**Data to examine**
******************************

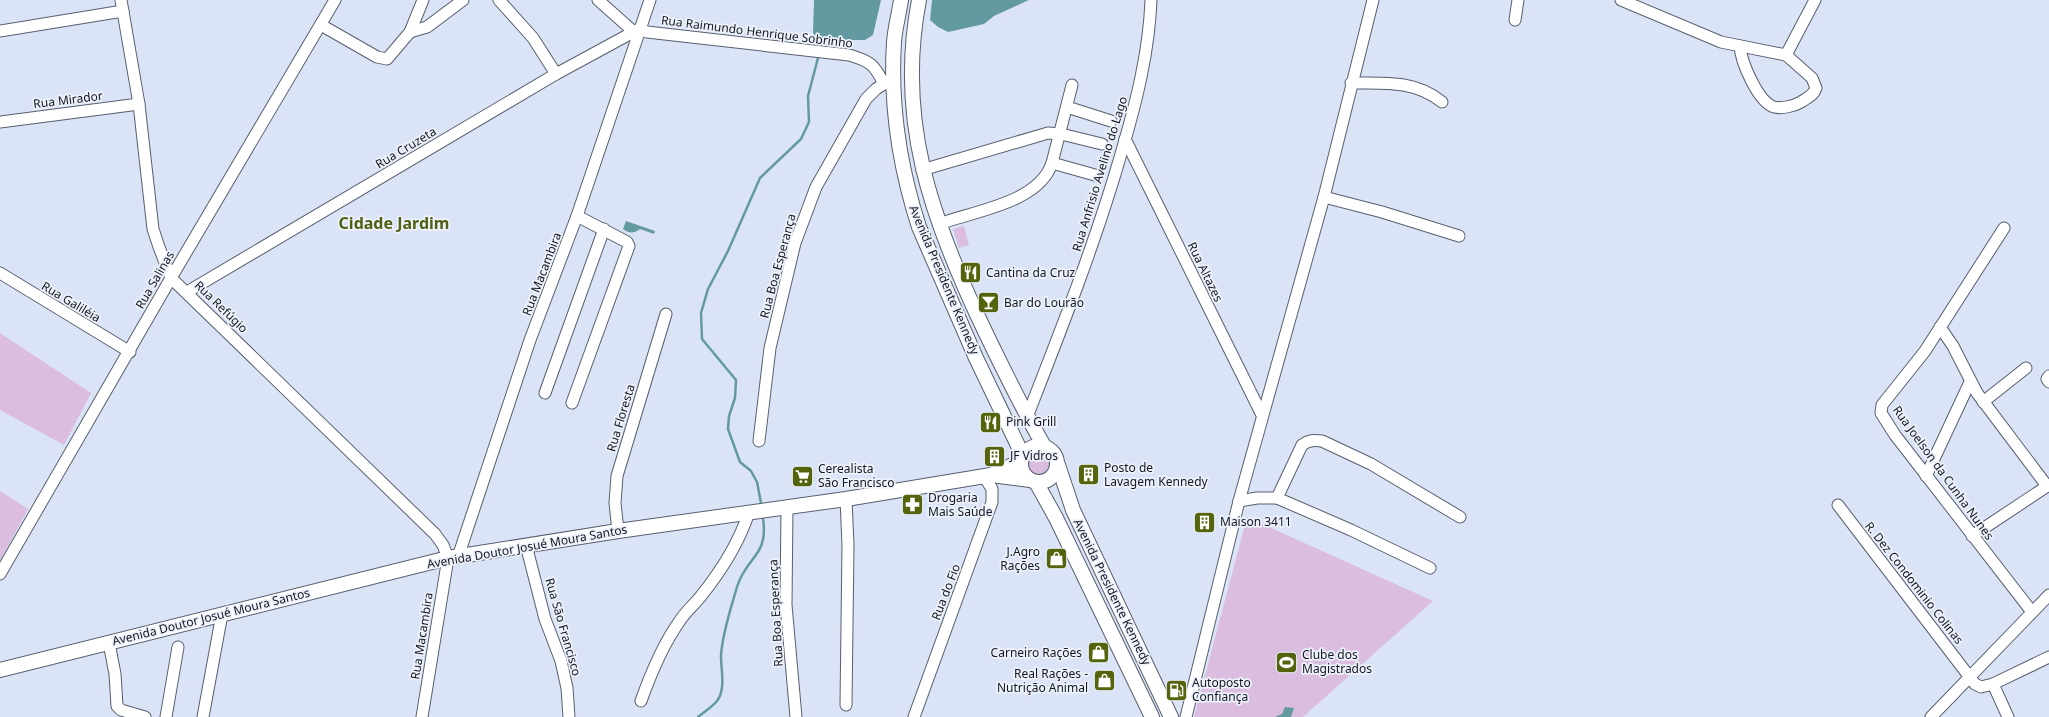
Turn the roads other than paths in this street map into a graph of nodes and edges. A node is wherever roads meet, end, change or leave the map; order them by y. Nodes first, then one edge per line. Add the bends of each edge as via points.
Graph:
1 (335, 0) edge
2 (423, 0) edge
3 (463, 0) edge
4 (499, 0) edge
5 (598, 0) edge
6 (650, 0) edge
7 (901, 0) edge
8 (919, 0) edge
9 (1151, 0) edge
10 (1373, 0) edge
11 (1518, 0) edge
12 (1621, 0) edge
13 (1815, 0) edge
14 (122, 6) edge
15 (1515, 20) dead end
16 (320, 25) junction
17 (636, 30) junction
18 (0, 31) edge
19 (410, 32) junction
20 (1740, 46) junction
21 (1786, 55) junction
22 (556, 74) junction
23 (889, 81) junction
24 (1351, 83) junction
25 (1072, 85) dead end
26 (1442, 102) dead end
27 (139, 104) junction
28 (1067, 107) junction
29 (1111, 120) dead end
30 (0, 122) edge
31 (1061, 134) junction
32 (1125, 139) junction
33 (1102, 144) dead end
34 (1052, 163) junction
35 (922, 170) junction
36 (1095, 175) dead end
37 (1324, 197) junction
38 (578, 216) junction
39 (939, 224) junction
40 (2004, 228) dead end
41 (604, 229) junction
42 (1459, 236) dead end
43 (0, 273) edge
44 (171, 278) junction
45 (187, 292) junction
46 (666, 314) dead end
47 (1940, 327) junction
48 (130, 352) junction
49 (2026, 368) dead end
50 (2049, 376) edge
51 (1970, 382) junction
52 (2049, 382) edge
53 (545, 393) dead end
54 (1983, 402) junction
55 (572, 403) dead end
56 (1262, 415) junction
57 (1027, 416) junction
58 (759, 441) dead end
59 (1044, 446) junction
60 (1022, 459) junction
61 (1058, 465) junction
62 (987, 476) junction
63 (1926, 476) junction
64 (1033, 481) junction
65 (2048, 485) edge
66 (1277, 498) junction
67 (846, 499) junction
68 (1239, 501) junction
69 (1838, 505) dead end
70 (787, 507) junction
71 (749, 512) junction
72 (1460, 517) dead end
73 (618, 531) junction
74 (1972, 536) junction
75 (526, 545) junction
76 (453, 558) junction
77 (1430, 568) dead end
78 (0, 574) edge
79 (2049, 595) edge
80 (2032, 612) junction
81 (222, 614) junction
82 (110, 643) junction
83 (178, 647) dead end
84 (2049, 657) edge
85 (0, 670) edge
86 (1970, 676) junction
87 (1994, 684) junction
88 (1158, 689) junction
89 (1142, 697) junction
90 (641, 701) dead end
91 (846, 705) dead end
92 (145, 717) edge
93 (166, 717) edge
94 (204, 717) edge
95 (422, 717) edge
96 (569, 717) edge
97 (796, 717) edge
98 (914, 717) edge
99 (1152, 717) edge
100 (1171, 717) edge
101 (1186, 717) edge
102 (1931, 717) edge
103 (2008, 717) edge

1 - 16 street, Rua Salinas
2 - 19 street
3 - 19 street via 427,27
4 - 22 street via 526,29
5 - 17 street
6 - 17 street, Rua Macambira
7 - 23 main road, Avenida Presidente Kennedy
8 - 35 main road, Avenida Presidente Kennedy via 912,70 916,135
9 - 32 street, Rua Anfrisio Avelino do Lago via 1147,52
10 - 24 street
11 - 15 street
12 - 20 street via 1721,42
13 - 21 street
14 - 18 street
14 - 27 street, Rua Refúgio
16 - 19 street via 382,59 392,56
16 - 44 street, Rua Salinas
17 - 22 street, Rua Cruzeta
17 - 23 street, Rua Raimundo Henrique Sobrinho via 849,55 873,64
17 - 38 street, Rua Macambira
20 - 21 street
20 - 21 street via 1743,63 1760,94 1779,108 1798,104 1809,97 1816,88 1812,78
22 - 45 street, Rua Cruzeta
23 - 58 street, Rua Boa Esperança via 866,99 816,187 802,220 770,348
23 - 60 main road, Avenida Presidente Kennedy via 903,171 917,221
24 - 26 street via 1408,85 1422,88
24 - 37 street
25 - 28 street
27 - 30 street, Rua Mirador
27 - 44 street, Rua Refúgio via 154,229 158,247
28 - 29 street
28 - 31 street
31 - 33 street
31 - 34 street
31 - 35 street via 1043,134
32 - 56 street, Rua Altazes
32 - 57 street, Rua Anfrisio Avelino do Lago via 1084,271
34 - 36 street
34 - 39 street via 1043,179 1010,202
35 - 39 main road, Avenida Presidente Kennedy
37 - 42 street
37 - 56 street
38 - 41 street
38 - 76 street, Rua Macambira via 530,340
39 - 57 main road, Avenida Presidente Kennedy via 968,295
40 - 47 street, Rua Joelson da Cunha Nunes
41 - 53 street
41 - 55 street via 627,242 629,248
43 - 48 street, Rua Galiléia
44 - 45 street, Rua Refúgio
44 - 48 street, Rua Salinas
45 - 76 street, Rua Refúgio via 434,534
46 - 73 street, Rua Floresta via 617,476 615,503
47 - 51 street via 1953,346
47 - 63 street, Rua Joelson da Cunha Nunes via 1925,351 1880,409 1882,417
48 - 78 street, Rua Salinas
49 - 54 street
50 - 52 street
51 - 54 street
51 - 63 street
54 - 65 street
56 - 68 street
57 - 59 main road, Avenida Presidente Kennedy
59 - 60 main road via 1032,447
59 - 61 main road, Avenida Presidente Kennedy via 1054,454
60 - 62 main road
60 - 64 main road, Avenida Presidente Kennedy via 1023,472
61 - 64 main road via 1049,479
61 - 88 main road, Avenida Presidente Kennedy via 1073,510
62 - 64 main road
62 - 67 main road, Avenida Doutor Josué Moura Santos
62 - 98 street, Rua do Fio via 992,489 992,502
63 - 74 street, Rua Joelson da Cunha Nunes
64 - 89 main road, Avenida Presidente Kennedy via 1056,518
65 - 74 street
66 - 68 street
66 - 72 street via 1302,446 1310,440 1315,440 1371,464
66 - 77 street
67 - 70 main road, Avenida Doutor Josué Moura Santos
67 - 91 street
68 - 101 street
69 - 86 street, R. Dez Condominio Colinas
70 - 71 main road, Avenida Doutor Josué Moura Santos
70 - 97 street, Rua Boa Esperança via 786,605
71 - 73 main road, Avenida Doutor Josué Moura Santos
71 - 90 street via 734,548 676,628 654,665
73 - 75 main road, Avenida Doutor Josué Moura Santos
74 - 80 street, Rua Joelson da Cunha Nunes
75 - 76 main road, Avenida Doutor Josué Moura Santos
75 - 96 street, Rua São Francisco via 545,619 561,661
76 - 81 main road, Avenida Doutor Josué Moura Santos
76 - 95 street, Rua Macambira
79 - 80 street
80 - 86 street
81 - 82 main road, Avenida Doutor Josué Moura Santos
81 - 94 street
82 - 85 main road, Avenida Doutor Josué Moura Santos
82 - 92 street via 117,706 121,710
83 - 93 street
84 - 87 street
86 - 87 street, R. Dez Condominio Colinas via 1975,684 1981,687
86 - 102 street
87 - 103 street
88 - 89 main road
88 - 100 main road, Avenida Presidente Kennedy
89 - 99 main road, Avenida Presidente Kennedy

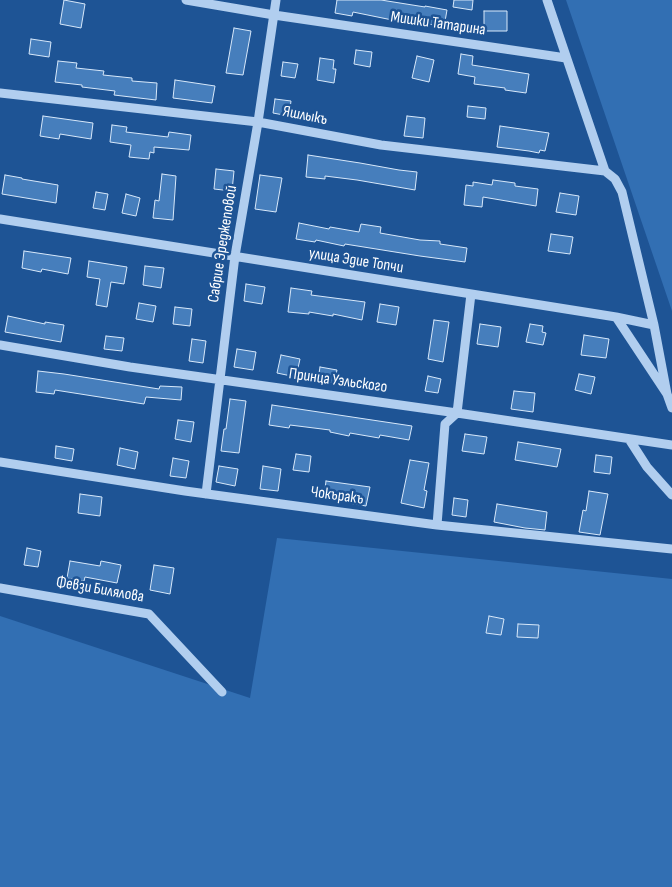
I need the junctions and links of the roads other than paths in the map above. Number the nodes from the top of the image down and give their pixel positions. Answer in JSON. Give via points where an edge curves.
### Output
{"nodes":[{"id":1,"x":186,"y":0,"type":"edge"},
{"id":2,"x":276,"y":0,"type":"edge"},
{"id":3,"x":547,"y":0,"type":"edge"},
{"id":4,"x":274,"y":15,"type":"junction"},
{"id":5,"x":566,"y":58,"type":"junction"},
{"id":6,"x":0,"y":93,"type":"edge"},
{"id":7,"x":258,"y":122,"type":"junction"},
{"id":8,"x":605,"y":171,"type":"junction"},
{"id":9,"x":0,"y":219,"type":"edge"},
{"id":10,"x":235,"y":256,"type":"junction"},
{"id":11,"x":470,"y":294,"type":"junction"},
{"id":12,"x":616,"y":317,"type":"junction"},
{"id":13,"x":654,"y":325,"type":"junction"},
{"id":14,"x":0,"y":345,"type":"edge"},
{"id":15,"x":220,"y":380,"type":"junction"},
{"id":16,"x":668,"y":394,"type":"junction"},
{"id":17,"x":672,"y":408,"type":"edge"},
{"id":18,"x":457,"y":413,"type":"junction"},
{"id":19,"x":629,"y":439,"type":"junction"},
{"id":20,"x":672,"y":445,"type":"edge"},
{"id":21,"x":0,"y":462,"type":"edge"},
{"id":22,"x":206,"y":494,"type":"junction"},
{"id":23,"x":672,"y":495,"type":"edge"},
{"id":24,"x":436,"y":525,"type":"junction"},
{"id":25,"x":672,"y":548,"type":"edge"},
{"id":26,"x":0,"y":588,"type":"edge"},
{"id":27,"x":222,"y":692,"type":"dead end"}],
"edges":[{"from":1,"to":4,"type":"street","name":"Мишки Татарина"},
{"from":2,"to":4,"type":"street","name":"Сабрие Эреджеповой"},
{"from":3,"to":5,"type":"street"},
{"from":4,"to":5,"type":"street","name":"Мишки Татарина"},
{"from":4,"to":7,"type":"street","name":"Сабрие Эреджеповой"},
{"from":5,"to":8,"type":"street"},
{"from":6,"to":7,"type":"street","name":"Яшлыкъ"},
{"from":7,"to":8,"type":"street","name":"Яшлыкъ","via":[[381,145]]},
{"from":7,"to":10,"type":"street","name":"Сабрие Эреджеповой"},
{"from":8,"to":13,"type":"street","via":[[616,179],[622,192]]},
{"from":9,"to":10,"type":"street","name":"улица Эдие Топчи"},
{"from":10,"to":11,"type":"street","name":"улица Эдие Топчи"},
{"from":10,"to":15,"type":"street","name":"Сабрие Эреджеповой"},
{"from":11,"to":12,"type":"street","name":"улица Эдие Топчи"},
{"from":11,"to":18,"type":"street"},
{"from":12,"to":13,"type":"street","name":"улица Эдие Топчи"},
{"from":12,"to":16,"type":"street"},
{"from":13,"to":16,"type":"street"},
{"from":14,"to":15,"type":"street","name":"Принца Уэльского"},
{"from":15,"to":18,"type":"street","name":"Принца Уэльского"},
{"from":15,"to":22,"type":"street","name":"Сабрие Эреджеповой"},
{"from":16,"to":17,"type":"street"},
{"from":18,"to":19,"type":"street","name":"Принца Уэльского"},
{"from":18,"to":24,"type":"street","via":[[445,424]]},
{"from":19,"to":20,"type":"street","name":"Принца Уэльского"},
{"from":19,"to":23,"type":"street","via":[[647,467]]},
{"from":21,"to":22,"type":"street","name":"Чокъракъ"},
{"from":22,"to":24,"type":"street","name":"Чокъракъ"},
{"from":24,"to":25,"type":"street","name":"Чокъракъ"},
{"from":26,"to":27,"type":"street","name":"Февзи Билялова","via":[[149,614]]}]}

******************************

**Prompt**
Search the listing for the word "Kennedy", and copy every line in which it is found.

**Written reply**
7 - 23 main road, Avenida Presidente Kennedy
8 - 35 main road, Avenida Presidente Kennedy via 912,70 916,135
23 - 60 main road, Avenida Presidente Kennedy via 903,171 917,221
35 - 39 main road, Avenida Presidente Kennedy
39 - 57 main road, Avenida Presidente Kennedy via 968,295
57 - 59 main road, Avenida Presidente Kennedy
59 - 61 main road, Avenida Presidente Kennedy via 1054,454
60 - 64 main road, Avenida Presidente Kennedy via 1023,472
61 - 88 main road, Avenida Presidente Kennedy via 1073,510
64 - 89 main road, Avenida Presidente Kennedy via 1056,518
88 - 100 main road, Avenida Presidente Kennedy
89 - 99 main road, Avenida Presidente Kennedy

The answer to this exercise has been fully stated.